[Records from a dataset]
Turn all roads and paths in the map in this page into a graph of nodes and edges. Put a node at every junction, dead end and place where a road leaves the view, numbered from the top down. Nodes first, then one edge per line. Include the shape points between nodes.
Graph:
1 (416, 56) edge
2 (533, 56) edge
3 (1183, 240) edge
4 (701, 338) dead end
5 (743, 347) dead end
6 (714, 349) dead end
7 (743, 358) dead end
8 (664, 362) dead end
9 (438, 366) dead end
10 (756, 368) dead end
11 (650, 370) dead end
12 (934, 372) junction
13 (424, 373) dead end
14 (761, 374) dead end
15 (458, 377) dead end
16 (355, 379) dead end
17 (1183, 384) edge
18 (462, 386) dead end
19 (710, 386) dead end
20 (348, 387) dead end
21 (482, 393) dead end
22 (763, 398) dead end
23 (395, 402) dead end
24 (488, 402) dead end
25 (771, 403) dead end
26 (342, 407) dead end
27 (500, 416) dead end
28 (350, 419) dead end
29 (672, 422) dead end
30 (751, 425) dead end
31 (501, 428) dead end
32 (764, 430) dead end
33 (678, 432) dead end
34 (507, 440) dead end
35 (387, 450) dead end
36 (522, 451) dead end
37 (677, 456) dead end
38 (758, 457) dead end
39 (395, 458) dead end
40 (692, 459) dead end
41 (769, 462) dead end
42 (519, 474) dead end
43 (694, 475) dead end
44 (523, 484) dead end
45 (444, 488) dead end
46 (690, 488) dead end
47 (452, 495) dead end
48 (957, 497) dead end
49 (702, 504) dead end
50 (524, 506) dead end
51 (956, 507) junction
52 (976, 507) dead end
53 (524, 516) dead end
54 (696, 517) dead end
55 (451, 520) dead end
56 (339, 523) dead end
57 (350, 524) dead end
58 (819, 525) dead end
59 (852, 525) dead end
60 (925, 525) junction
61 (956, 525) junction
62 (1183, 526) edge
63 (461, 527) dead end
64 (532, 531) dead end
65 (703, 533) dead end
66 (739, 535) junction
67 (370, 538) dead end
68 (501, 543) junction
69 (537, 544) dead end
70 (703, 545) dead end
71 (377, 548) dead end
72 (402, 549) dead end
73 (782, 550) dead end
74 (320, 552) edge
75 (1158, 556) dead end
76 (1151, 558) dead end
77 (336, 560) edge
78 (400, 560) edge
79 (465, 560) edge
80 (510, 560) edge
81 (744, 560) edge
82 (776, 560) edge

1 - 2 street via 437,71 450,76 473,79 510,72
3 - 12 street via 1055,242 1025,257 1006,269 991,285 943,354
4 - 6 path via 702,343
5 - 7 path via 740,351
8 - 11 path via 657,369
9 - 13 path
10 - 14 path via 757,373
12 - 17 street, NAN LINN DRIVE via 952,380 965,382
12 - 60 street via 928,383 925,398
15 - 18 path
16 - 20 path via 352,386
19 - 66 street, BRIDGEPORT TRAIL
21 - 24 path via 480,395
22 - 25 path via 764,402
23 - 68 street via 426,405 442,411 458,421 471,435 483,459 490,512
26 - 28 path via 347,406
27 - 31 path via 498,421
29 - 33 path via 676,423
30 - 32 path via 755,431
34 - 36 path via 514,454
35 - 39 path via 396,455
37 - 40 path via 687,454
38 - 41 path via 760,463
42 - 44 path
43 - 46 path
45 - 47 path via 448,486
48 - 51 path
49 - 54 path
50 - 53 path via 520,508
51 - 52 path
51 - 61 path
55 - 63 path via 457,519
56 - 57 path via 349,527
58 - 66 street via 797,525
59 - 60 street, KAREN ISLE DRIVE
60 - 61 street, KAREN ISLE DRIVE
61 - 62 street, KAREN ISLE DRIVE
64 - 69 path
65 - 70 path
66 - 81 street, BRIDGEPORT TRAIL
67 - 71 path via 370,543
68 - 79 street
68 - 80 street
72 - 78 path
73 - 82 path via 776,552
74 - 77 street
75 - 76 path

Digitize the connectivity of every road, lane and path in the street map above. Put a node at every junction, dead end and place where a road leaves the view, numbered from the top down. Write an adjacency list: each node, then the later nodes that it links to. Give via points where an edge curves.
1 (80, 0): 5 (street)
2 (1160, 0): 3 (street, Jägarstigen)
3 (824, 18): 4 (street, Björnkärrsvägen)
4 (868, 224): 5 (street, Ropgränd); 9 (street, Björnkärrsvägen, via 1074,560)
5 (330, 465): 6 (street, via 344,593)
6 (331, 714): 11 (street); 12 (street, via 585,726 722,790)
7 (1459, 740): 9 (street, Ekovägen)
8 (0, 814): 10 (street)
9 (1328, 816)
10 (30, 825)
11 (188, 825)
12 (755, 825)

---

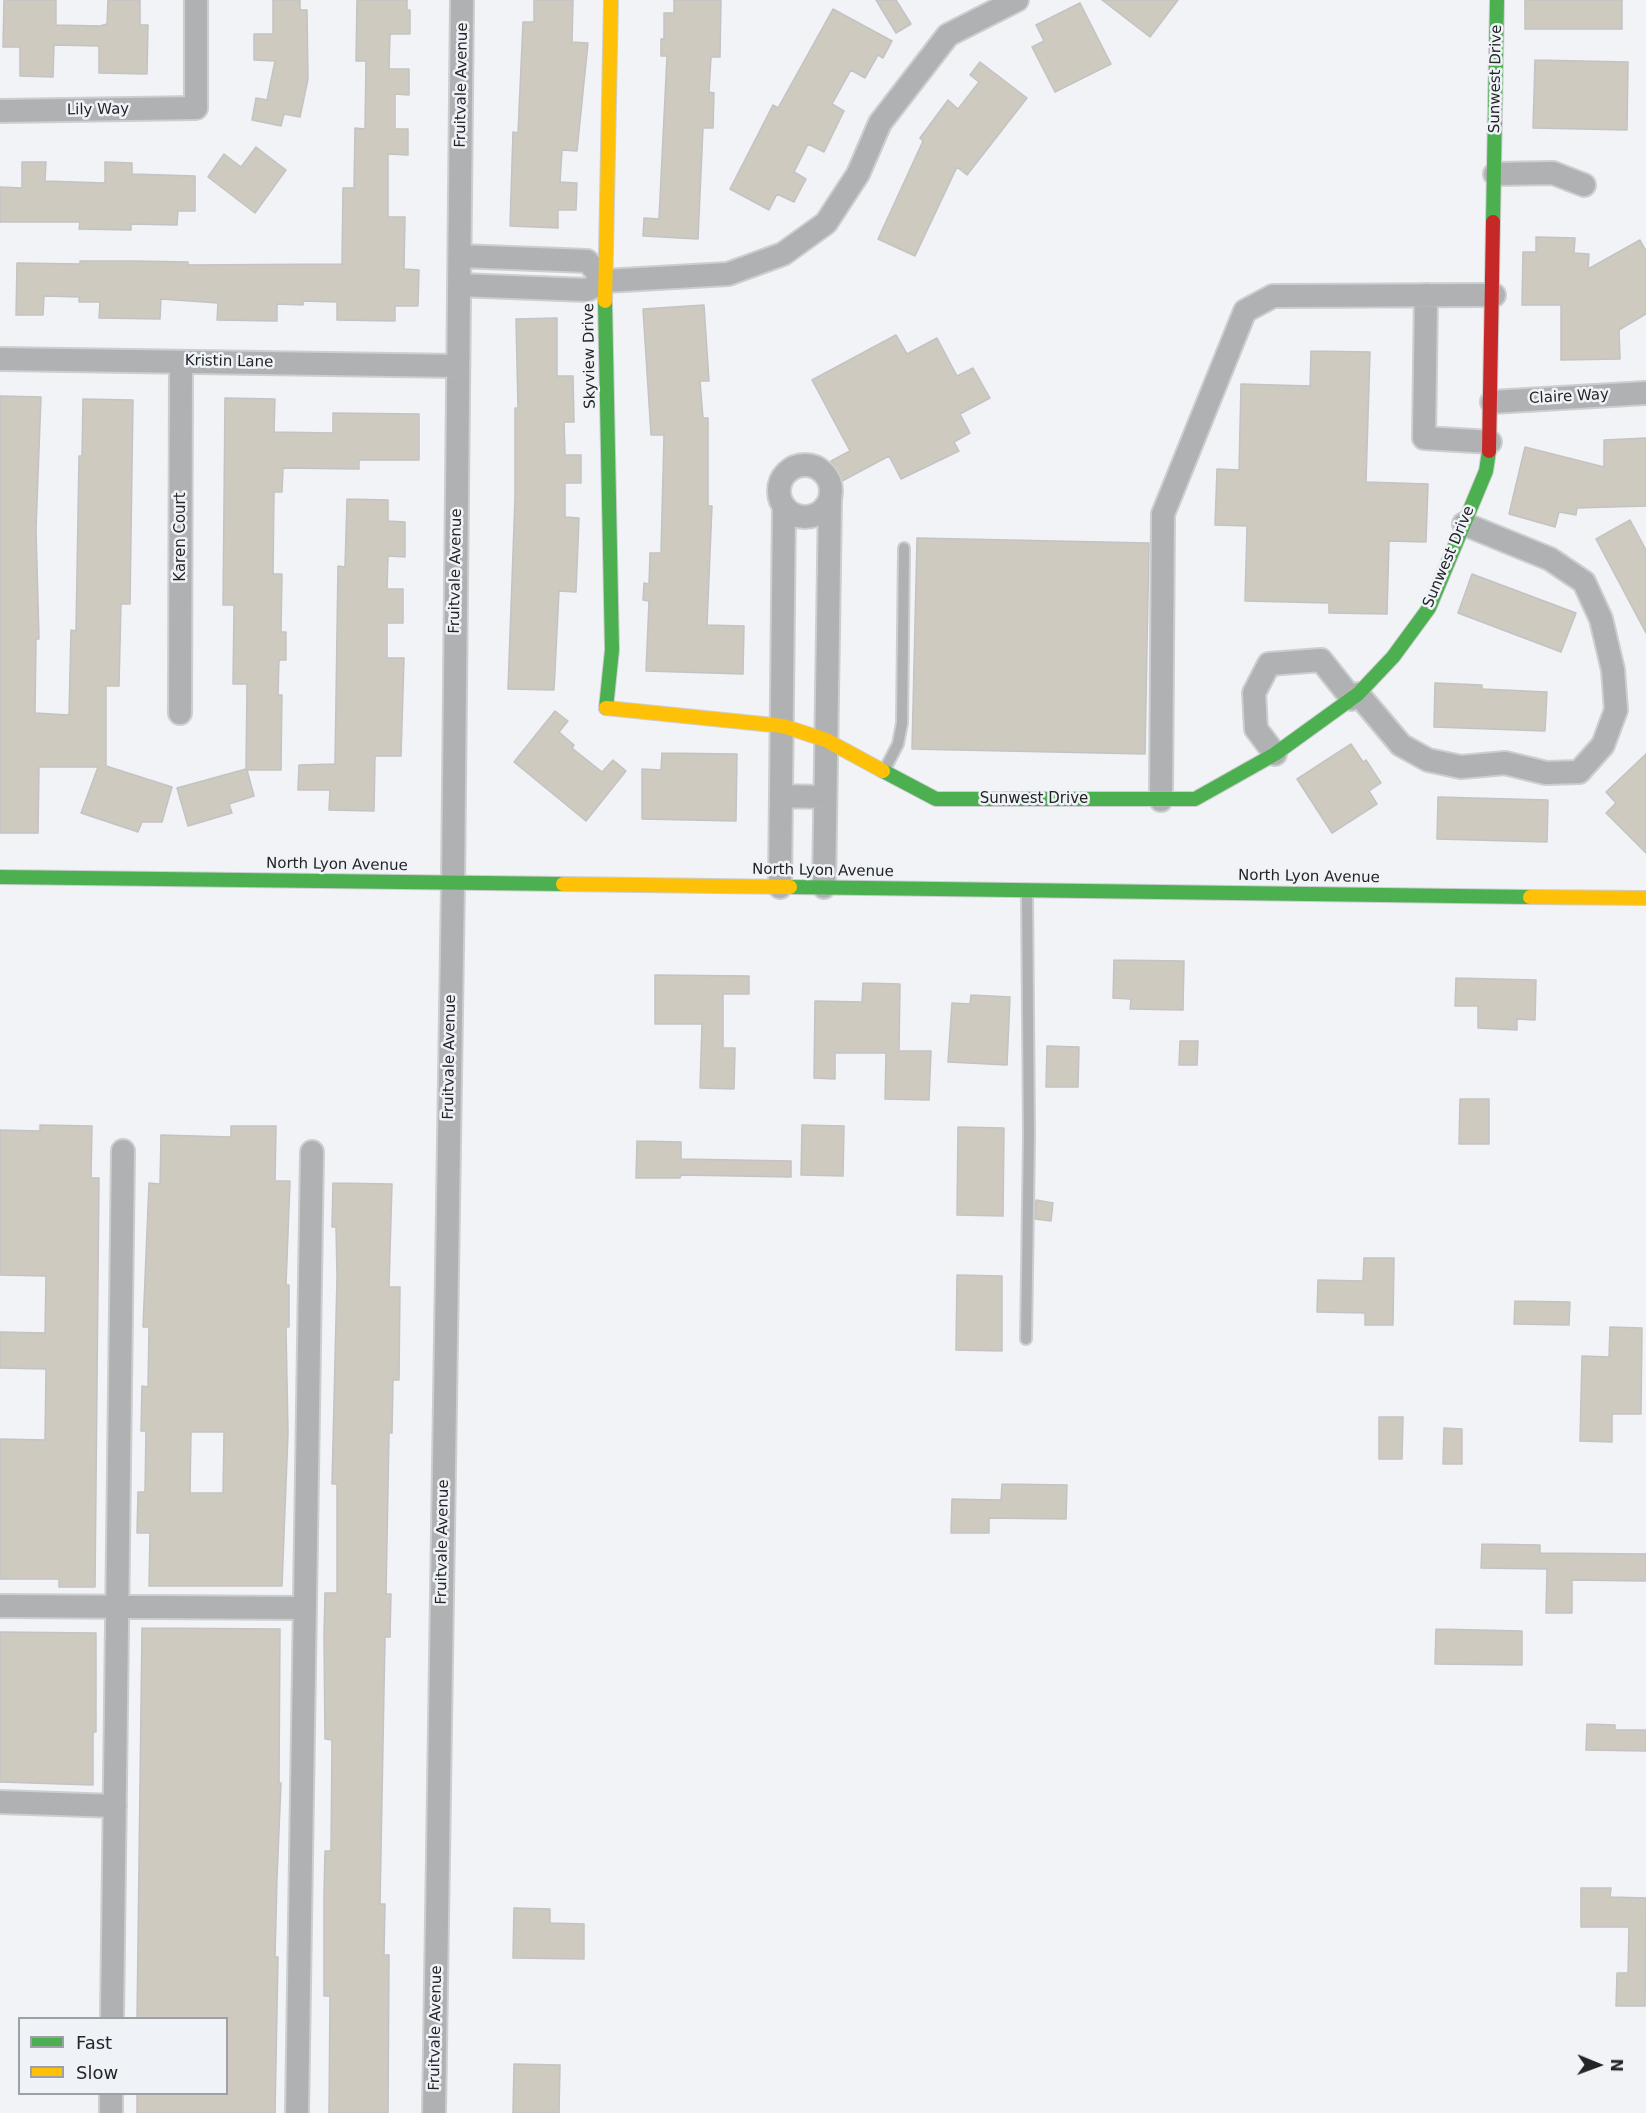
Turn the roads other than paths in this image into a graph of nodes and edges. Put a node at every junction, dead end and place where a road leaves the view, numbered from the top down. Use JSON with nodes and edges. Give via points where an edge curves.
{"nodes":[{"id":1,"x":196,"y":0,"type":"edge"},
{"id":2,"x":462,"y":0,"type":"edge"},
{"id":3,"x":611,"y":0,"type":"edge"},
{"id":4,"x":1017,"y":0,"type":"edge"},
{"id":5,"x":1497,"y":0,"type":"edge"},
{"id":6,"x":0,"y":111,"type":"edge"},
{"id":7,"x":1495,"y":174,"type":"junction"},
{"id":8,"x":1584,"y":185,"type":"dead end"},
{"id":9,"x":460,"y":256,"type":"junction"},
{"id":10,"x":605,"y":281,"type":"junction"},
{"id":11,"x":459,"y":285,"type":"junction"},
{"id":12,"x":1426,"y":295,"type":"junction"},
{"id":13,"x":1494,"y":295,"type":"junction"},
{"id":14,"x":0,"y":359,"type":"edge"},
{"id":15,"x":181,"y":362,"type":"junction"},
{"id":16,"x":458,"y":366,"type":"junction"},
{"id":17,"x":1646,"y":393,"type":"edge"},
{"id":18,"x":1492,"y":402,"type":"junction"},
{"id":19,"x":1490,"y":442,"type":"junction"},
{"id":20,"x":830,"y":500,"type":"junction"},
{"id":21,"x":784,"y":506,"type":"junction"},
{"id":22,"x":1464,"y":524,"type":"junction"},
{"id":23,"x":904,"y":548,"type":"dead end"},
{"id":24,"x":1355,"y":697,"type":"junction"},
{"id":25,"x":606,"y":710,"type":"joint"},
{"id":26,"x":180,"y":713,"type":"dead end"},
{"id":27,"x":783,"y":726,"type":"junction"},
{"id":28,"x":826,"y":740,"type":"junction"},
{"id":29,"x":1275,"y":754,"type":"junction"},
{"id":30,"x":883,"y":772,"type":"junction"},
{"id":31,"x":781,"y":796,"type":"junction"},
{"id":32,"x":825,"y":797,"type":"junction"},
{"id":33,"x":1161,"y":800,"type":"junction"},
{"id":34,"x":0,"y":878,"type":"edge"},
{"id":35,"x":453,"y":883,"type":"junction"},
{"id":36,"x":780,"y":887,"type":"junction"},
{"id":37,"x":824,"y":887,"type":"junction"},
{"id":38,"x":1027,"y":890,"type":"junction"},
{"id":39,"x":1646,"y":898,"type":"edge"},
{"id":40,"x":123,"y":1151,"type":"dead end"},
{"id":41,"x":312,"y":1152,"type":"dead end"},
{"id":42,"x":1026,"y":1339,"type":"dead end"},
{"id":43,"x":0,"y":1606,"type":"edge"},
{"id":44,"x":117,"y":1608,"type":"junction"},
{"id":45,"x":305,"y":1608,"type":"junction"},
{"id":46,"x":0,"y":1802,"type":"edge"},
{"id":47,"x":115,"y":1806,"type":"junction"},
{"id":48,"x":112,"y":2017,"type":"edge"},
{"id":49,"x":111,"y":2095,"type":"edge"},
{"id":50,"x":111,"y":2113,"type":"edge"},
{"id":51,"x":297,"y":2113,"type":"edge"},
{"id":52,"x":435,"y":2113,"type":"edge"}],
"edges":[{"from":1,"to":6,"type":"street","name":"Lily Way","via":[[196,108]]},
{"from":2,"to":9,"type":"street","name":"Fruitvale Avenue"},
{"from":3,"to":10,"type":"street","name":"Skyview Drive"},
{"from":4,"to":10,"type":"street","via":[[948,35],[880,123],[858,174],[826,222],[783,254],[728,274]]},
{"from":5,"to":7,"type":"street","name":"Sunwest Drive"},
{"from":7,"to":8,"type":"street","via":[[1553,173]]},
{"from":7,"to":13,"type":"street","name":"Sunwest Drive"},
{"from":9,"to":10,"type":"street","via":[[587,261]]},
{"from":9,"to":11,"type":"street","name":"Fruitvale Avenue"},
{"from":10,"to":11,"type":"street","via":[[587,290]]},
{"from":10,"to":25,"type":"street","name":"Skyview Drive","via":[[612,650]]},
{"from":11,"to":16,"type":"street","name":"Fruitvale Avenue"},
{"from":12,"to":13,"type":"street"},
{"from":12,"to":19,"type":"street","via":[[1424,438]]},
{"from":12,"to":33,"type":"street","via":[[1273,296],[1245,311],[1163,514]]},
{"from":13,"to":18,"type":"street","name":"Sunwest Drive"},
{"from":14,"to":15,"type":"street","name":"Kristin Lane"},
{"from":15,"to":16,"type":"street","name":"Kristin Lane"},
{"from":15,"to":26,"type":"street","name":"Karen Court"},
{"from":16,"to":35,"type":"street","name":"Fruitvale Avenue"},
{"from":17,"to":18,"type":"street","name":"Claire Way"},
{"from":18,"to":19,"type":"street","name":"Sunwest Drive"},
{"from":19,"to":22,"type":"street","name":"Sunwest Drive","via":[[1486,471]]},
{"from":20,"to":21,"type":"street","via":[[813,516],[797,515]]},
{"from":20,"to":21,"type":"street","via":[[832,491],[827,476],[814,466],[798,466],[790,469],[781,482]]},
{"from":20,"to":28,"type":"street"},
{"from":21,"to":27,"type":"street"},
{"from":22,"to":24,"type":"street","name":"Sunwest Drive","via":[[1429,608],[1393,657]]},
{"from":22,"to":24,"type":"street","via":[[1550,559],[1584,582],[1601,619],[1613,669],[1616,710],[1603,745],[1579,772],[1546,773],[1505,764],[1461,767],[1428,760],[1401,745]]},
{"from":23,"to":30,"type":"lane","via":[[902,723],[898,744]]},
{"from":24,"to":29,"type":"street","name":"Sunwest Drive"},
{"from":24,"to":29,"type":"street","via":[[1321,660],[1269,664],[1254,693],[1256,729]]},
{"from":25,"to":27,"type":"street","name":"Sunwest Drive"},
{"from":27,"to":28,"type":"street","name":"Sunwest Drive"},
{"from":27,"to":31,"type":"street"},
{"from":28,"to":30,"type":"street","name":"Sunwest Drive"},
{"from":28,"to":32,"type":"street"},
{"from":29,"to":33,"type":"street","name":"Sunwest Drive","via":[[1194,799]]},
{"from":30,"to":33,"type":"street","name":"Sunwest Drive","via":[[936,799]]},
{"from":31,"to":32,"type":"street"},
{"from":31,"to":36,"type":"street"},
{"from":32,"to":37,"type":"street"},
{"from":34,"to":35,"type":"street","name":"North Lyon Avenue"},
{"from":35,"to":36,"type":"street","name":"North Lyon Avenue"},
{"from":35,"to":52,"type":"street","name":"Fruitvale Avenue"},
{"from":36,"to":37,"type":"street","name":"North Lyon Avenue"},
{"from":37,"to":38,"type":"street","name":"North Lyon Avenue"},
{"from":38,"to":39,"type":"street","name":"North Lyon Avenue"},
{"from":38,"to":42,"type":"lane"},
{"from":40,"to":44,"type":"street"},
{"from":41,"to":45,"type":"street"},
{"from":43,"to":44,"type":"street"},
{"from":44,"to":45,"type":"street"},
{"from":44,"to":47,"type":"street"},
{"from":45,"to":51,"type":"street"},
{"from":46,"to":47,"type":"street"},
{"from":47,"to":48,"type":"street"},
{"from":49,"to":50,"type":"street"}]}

EXERCISE PROMPT: Which lines of the data contain the string "nodes"? Copy each of them.

PROBLEM SOLUTION:
Turn all roads and paths in the map in this page into a graph of nodes and edges. Put a node at every junction, dead end and place where a road leaves the view, numbered from the top down. Nodes first, then one edge per line. Include the shape points between nodes.
Digitize the connectivity of every road, lane and path in the street map above. Put a node at every junction, dead end and place where a road leaves the view, numbered from the top down. Write an adjacency list: each node, then the later nodes that it links to. Give via points where an edge curves.
Turn the roads other than paths in this image into a graph of nodes and edges. Put a node at every junction, dead end and place where a road leaves the view, numbered from the top down. Use JSON with nodes and edges. Give via points where an edge curves.
{"nodes":[{"id":1,"x":196,"y":0,"type":"edge"},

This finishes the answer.